Mise à jour: 20/08/2010 10:16  
Arrestations en marge du G20 à Toronto
« Traitées comme des criminelles du début à la fin» - Maryse Poisson
Alexandra Roy
 
Les accusés du G20 estiment que leur réputation et leur dignité ont été atteintes lors de leur détention qui a duré 60 heures à Toronto. Photo: archives 24H
Après avoir avoir adressé une mise en demeure à l'endroit du Service de police de la Ville de Montréal plus tôt cette semaine, les deux soeurs Poisson n'en reviennent toujours pas du traitement qu'elles ont subi lors des arrestations du G20 à Toronto.

En entrevue avec 24H samedi, Maryse Poisson, porte-parole du Regroupement des arrêtées du G20 (RAG20), a affirmé que la réputation et la dignité d'au moins 75 Québécois avaient été atteintes lors de leur détention, qui a duré 60 heures à Toronto.

« On a été accusé d'avoir comme armes des macarons, des cartes du centre-ville et des pamphlets! La police a dit avoir trouvé des briques et des bâtons, mais c'était à l'extérieur de l'université où nous étions. On n'a eu aucune présomption d'innocence.
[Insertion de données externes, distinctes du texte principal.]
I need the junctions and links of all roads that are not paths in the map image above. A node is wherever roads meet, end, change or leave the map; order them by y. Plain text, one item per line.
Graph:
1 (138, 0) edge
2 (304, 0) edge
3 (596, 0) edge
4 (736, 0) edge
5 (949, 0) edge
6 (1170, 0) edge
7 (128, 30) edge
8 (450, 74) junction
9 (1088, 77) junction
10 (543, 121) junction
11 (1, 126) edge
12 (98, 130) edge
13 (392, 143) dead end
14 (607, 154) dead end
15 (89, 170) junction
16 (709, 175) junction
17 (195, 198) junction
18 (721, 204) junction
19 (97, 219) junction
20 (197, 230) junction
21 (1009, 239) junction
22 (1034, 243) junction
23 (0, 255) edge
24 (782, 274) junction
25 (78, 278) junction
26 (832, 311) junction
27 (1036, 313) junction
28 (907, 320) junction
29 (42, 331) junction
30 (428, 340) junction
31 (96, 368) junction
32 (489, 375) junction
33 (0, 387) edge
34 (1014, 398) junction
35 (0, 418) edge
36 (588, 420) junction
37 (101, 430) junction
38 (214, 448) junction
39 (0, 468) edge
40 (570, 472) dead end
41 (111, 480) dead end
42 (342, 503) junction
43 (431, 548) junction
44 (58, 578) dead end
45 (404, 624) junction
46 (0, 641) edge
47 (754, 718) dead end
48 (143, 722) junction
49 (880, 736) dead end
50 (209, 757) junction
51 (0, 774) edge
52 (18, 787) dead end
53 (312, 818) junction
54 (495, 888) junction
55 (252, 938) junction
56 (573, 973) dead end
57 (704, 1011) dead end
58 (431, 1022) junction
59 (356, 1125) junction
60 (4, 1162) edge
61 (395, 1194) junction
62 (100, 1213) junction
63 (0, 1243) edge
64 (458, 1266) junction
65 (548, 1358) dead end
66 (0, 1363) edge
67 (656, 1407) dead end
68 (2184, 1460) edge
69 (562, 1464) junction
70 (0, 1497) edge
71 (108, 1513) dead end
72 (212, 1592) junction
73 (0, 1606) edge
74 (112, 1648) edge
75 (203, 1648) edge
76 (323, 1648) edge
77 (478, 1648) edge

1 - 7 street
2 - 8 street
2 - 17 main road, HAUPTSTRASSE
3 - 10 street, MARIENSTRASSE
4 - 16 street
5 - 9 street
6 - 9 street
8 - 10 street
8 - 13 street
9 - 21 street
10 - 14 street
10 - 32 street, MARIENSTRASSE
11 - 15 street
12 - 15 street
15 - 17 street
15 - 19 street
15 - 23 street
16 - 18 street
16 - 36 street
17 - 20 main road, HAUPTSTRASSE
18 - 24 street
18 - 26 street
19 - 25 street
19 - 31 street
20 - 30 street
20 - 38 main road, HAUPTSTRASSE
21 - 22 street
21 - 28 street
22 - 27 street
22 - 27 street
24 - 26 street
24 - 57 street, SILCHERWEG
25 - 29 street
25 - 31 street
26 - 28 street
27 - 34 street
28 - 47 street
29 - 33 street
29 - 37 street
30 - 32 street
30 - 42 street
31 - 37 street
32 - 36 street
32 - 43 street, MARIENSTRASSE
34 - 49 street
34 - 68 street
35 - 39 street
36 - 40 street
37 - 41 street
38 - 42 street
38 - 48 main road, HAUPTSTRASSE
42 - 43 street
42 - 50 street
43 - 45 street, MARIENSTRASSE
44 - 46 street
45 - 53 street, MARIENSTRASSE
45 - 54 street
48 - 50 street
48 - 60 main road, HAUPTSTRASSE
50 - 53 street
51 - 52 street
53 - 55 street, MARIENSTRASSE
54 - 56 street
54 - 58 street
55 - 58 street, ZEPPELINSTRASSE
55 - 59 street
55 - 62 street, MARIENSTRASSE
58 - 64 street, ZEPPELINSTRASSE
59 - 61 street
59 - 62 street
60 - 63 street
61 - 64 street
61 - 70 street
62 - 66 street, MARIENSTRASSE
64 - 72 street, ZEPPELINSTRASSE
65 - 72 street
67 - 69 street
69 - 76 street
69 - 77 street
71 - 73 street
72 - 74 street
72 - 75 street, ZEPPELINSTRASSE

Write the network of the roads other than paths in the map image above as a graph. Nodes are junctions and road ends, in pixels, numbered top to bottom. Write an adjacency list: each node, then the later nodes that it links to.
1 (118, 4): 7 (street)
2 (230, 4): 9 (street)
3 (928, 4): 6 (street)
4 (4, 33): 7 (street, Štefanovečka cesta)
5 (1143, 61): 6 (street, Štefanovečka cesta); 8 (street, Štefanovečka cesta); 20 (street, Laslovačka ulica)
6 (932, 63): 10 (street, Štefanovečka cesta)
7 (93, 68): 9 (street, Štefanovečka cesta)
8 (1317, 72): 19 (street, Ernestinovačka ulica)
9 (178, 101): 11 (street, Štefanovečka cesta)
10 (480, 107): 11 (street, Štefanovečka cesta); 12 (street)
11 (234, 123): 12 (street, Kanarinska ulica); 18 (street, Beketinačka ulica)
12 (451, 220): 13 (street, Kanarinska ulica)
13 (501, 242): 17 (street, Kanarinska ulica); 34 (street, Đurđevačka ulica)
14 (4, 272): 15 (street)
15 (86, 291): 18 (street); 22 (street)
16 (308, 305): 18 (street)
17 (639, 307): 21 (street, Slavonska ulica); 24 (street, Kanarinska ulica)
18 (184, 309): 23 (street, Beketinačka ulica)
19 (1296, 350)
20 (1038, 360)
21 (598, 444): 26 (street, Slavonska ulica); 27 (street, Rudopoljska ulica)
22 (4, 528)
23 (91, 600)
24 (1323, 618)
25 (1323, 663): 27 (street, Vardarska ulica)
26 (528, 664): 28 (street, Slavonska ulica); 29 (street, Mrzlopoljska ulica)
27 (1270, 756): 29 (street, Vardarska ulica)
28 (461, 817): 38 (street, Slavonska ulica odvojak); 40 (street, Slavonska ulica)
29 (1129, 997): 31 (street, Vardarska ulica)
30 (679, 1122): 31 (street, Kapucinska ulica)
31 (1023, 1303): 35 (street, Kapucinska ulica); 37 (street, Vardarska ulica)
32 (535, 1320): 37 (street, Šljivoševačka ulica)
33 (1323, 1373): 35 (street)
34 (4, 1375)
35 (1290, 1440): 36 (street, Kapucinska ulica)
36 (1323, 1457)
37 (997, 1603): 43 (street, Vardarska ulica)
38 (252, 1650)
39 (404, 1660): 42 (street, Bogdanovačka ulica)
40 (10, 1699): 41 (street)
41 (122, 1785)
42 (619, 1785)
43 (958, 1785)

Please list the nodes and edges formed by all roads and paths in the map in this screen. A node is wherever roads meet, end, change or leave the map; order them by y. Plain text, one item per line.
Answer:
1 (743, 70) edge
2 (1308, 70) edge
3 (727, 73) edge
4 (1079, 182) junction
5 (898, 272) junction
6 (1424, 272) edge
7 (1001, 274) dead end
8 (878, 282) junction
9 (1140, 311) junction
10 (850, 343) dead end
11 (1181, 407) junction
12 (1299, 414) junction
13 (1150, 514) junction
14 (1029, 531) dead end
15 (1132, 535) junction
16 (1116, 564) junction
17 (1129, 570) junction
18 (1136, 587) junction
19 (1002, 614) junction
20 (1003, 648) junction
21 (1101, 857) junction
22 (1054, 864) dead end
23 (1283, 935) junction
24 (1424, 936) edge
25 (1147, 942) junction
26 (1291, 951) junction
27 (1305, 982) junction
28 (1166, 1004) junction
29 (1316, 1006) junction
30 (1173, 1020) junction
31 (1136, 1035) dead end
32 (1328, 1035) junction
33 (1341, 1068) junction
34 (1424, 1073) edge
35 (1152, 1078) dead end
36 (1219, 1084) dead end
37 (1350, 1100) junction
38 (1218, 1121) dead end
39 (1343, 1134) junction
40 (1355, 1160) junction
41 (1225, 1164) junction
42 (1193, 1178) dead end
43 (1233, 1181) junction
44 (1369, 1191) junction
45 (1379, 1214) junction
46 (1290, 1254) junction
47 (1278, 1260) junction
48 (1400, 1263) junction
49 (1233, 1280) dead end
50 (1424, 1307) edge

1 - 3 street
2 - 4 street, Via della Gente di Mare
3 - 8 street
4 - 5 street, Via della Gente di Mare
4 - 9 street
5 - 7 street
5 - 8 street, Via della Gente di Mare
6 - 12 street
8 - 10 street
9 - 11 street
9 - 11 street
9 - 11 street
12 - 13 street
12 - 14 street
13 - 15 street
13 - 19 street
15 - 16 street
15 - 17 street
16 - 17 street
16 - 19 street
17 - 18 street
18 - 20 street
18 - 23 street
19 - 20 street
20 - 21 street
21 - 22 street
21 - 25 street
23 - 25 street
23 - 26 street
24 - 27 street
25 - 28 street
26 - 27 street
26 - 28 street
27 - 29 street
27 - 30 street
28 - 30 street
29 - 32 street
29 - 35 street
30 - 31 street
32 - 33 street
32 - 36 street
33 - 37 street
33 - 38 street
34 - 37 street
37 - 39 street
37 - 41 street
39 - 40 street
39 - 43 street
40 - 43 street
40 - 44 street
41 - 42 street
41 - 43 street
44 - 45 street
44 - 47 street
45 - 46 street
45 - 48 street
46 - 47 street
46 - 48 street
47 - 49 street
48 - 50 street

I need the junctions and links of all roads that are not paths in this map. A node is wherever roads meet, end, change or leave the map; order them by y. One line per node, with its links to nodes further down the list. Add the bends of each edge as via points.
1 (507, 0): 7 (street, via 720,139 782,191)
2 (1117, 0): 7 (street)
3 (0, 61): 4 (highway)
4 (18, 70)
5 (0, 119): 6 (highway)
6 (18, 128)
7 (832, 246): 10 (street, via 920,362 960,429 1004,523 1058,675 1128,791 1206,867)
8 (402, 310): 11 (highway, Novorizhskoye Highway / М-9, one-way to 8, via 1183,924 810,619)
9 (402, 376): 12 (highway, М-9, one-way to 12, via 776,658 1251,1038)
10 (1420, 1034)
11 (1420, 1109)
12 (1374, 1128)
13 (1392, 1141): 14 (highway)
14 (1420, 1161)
Du début à fin, a été traité comme des criminels », déplore-t-elle.

Mise en demeure

Un peu plus tôt cette semaine, les deux soeurs, qui font face à des accusations de complot, ont adressé une mise en demeure à l'intention de policiers montréalais qui étaient à Toronto pour prêter main-forte aux agents de la Gendarmerie royale du Canada (GRC).

« On blâme les policiers de Montréal d'avoir participé à une arrestation illégale. Ils ne nous ont pas suivi au centre de détention, mais ils étaient présents lors des arrestations. Ce qu'on trouve exagéré, c'est que la police de Montréal ne se soit pas opposée à ce qui se passait à Toronto », peste Maryse Poisson.

« Mets tes mains par terre et tousse »

De plus, les accusés auraient été fouillés à nu à deux reprises au cours de leur détention. « Tous les hommes et les femmes arrêtés ont été fouillés à nu. Les policiers passaient aux demi-heures autour des cellules en criant nos noms quand c'était notre tour. Cela nous a empêché de dormir. C'était très stressant », raconte-t-elle.

« C'est humiliant d'entendre les policières te demander de te déshabiller et de te dire "mets tes mains par terre et tousse". En plus, il y avait des policiers hommes qui passaient dans les couloirs et qui pouvaient nous voir », déplore la jeune femme de 21 ans, qui qualifie ces fouilles d'abusives.

Une quarantaine d'accusés, qui se sont joints au RAG20 plus tôt cette semaine, affirment avoir été été victimes de « torture psychologique » lors de leur détention.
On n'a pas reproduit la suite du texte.